===== Record extracts
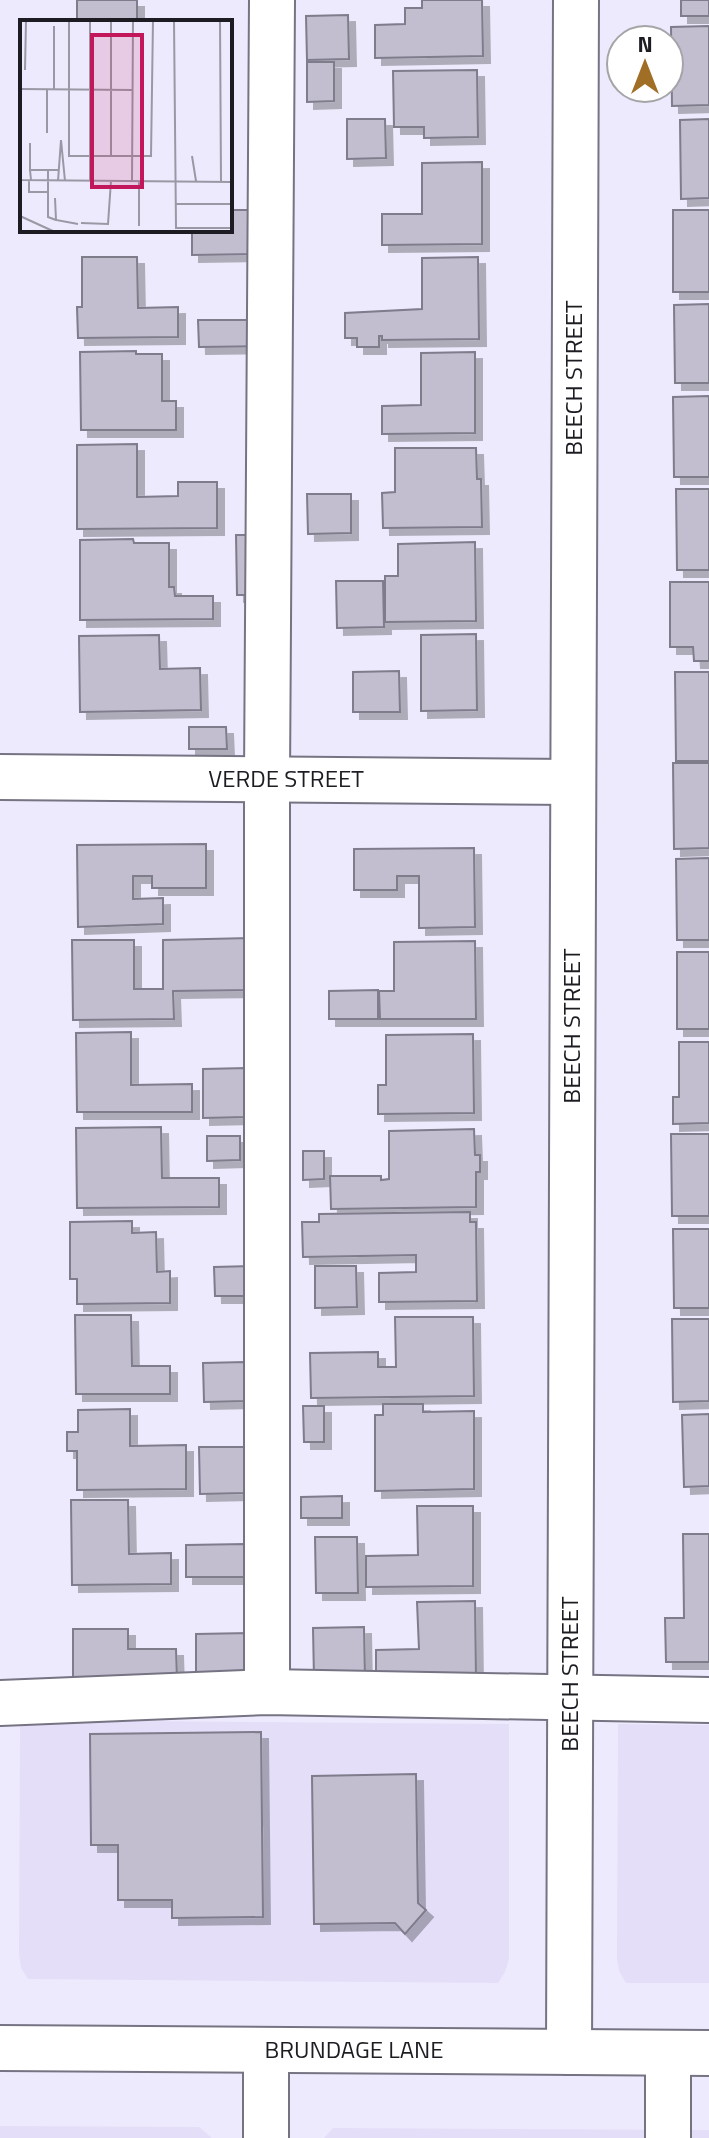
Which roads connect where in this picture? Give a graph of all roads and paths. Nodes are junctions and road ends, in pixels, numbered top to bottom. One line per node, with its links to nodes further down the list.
1 (272, 0): 4 (street)
2 (576, 0): 5 (street, BEECH STREET)
3 (0, 777): 4 (street, VERDE STREET)
4 (267, 779): 5 (street, VERDE STREET); 6 (street)
5 (573, 782): 7 (street, BEECH STREET)
6 (267, 1692): 7 (street); 9 (street)
7 (570, 1699): 8 (street); 12 (street, BEECH STREET)
8 (709, 1700)
9 (0, 1703)
10 (0, 2048): 11 (street, BRUNDAGE LANE)
11 (266, 2050): 12 (street, BRUNDAGE LANE); 14 (street)
12 (569, 2052): 13 (street, BRUNDAGE LANE)
13 (688, 2053): 15 (street)
14 (266, 2138)
15 (668, 2138)

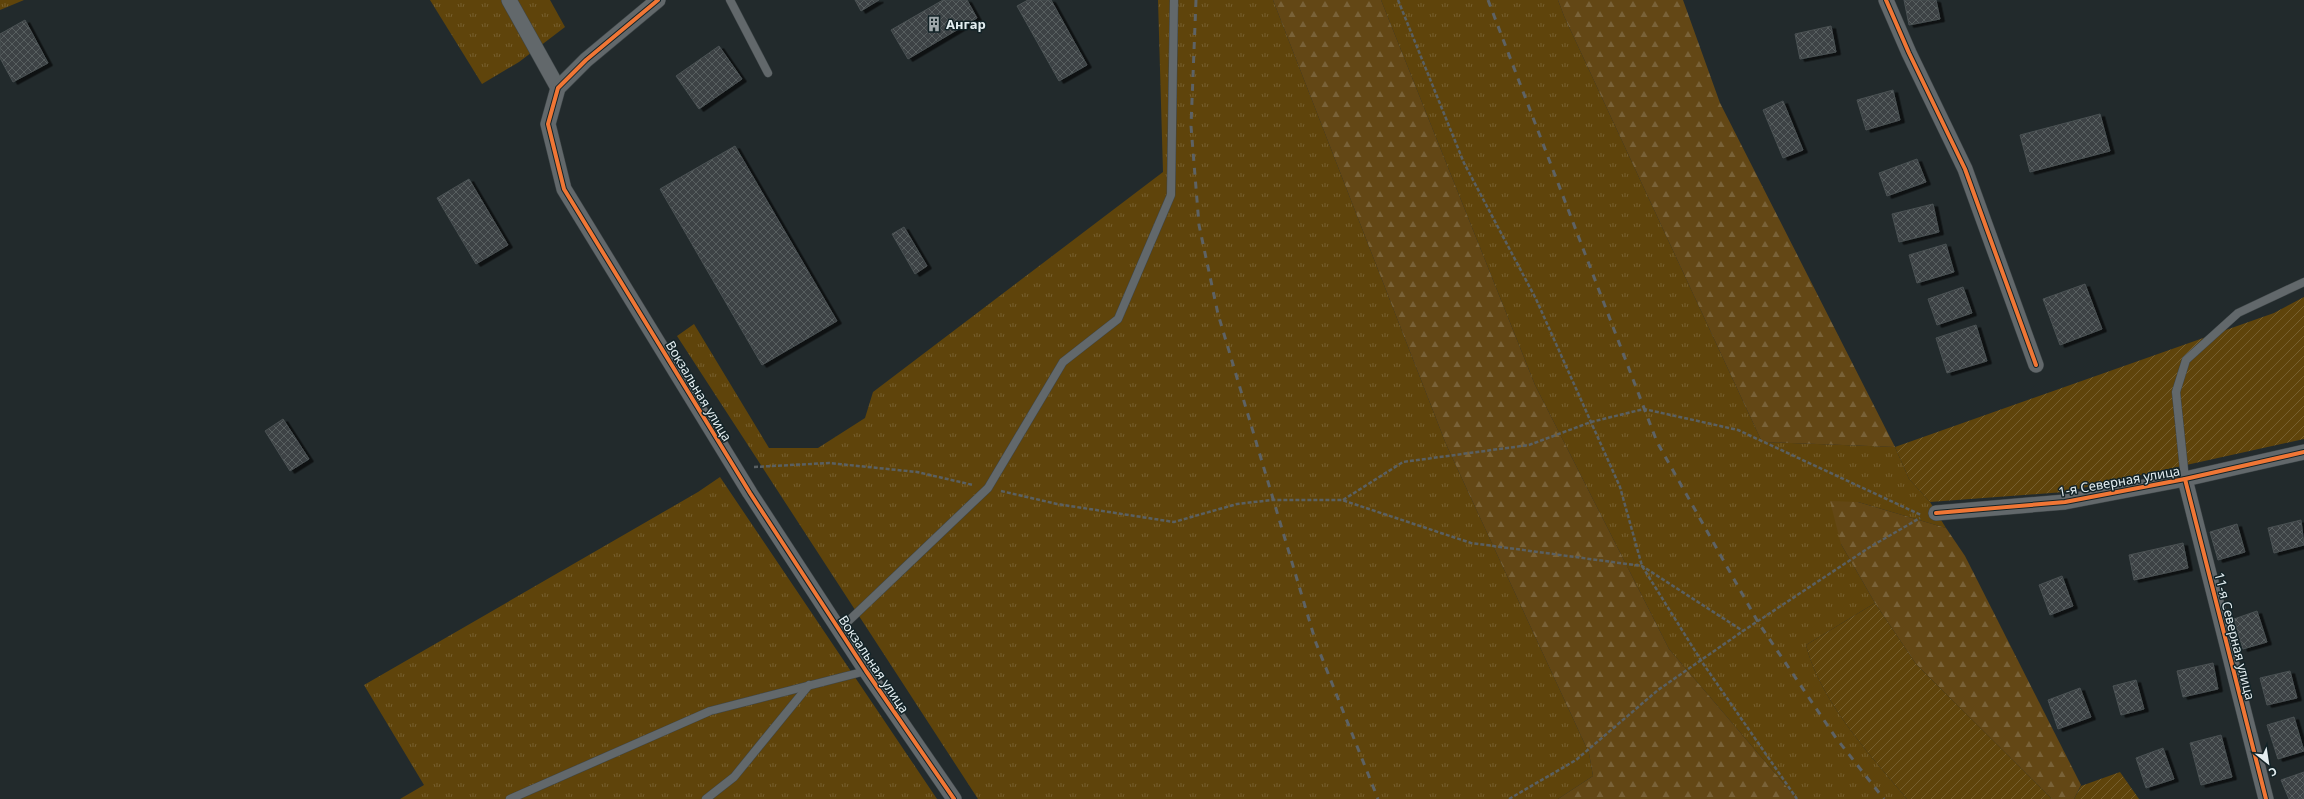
==========
Exercise requirements: Retype the data exactly; images stay out.

Result:
Which roads connect where in this picture? Give a graph of all roads and paths. Nodes are junctions and road ends, in pixels, numbered top to bottom. One line per node, with its links to nodes further down the list.
1 (272, 0): 4 (street)
2 (576, 0): 5 (street, BEECH STREET)
3 (0, 777): 4 (street, VERDE STREET)
4 (267, 779): 5 (street, VERDE STREET); 6 (street)
5 (573, 782): 7 (street, BEECH STREET)
6 (267, 1692): 7 (street); 9 (street)
7 (570, 1699): 8 (street); 12 (street, BEECH STREET)
8 (709, 1700)
9 (0, 1703)
10 (0, 2048): 11 (street, BRUNDAGE LANE)
11 (266, 2050): 12 (street, BRUNDAGE LANE); 14 (street)
12 (569, 2052): 13 (street, BRUNDAGE LANE)
13 (688, 2053): 15 (street)
14 (266, 2138)
15 (668, 2138)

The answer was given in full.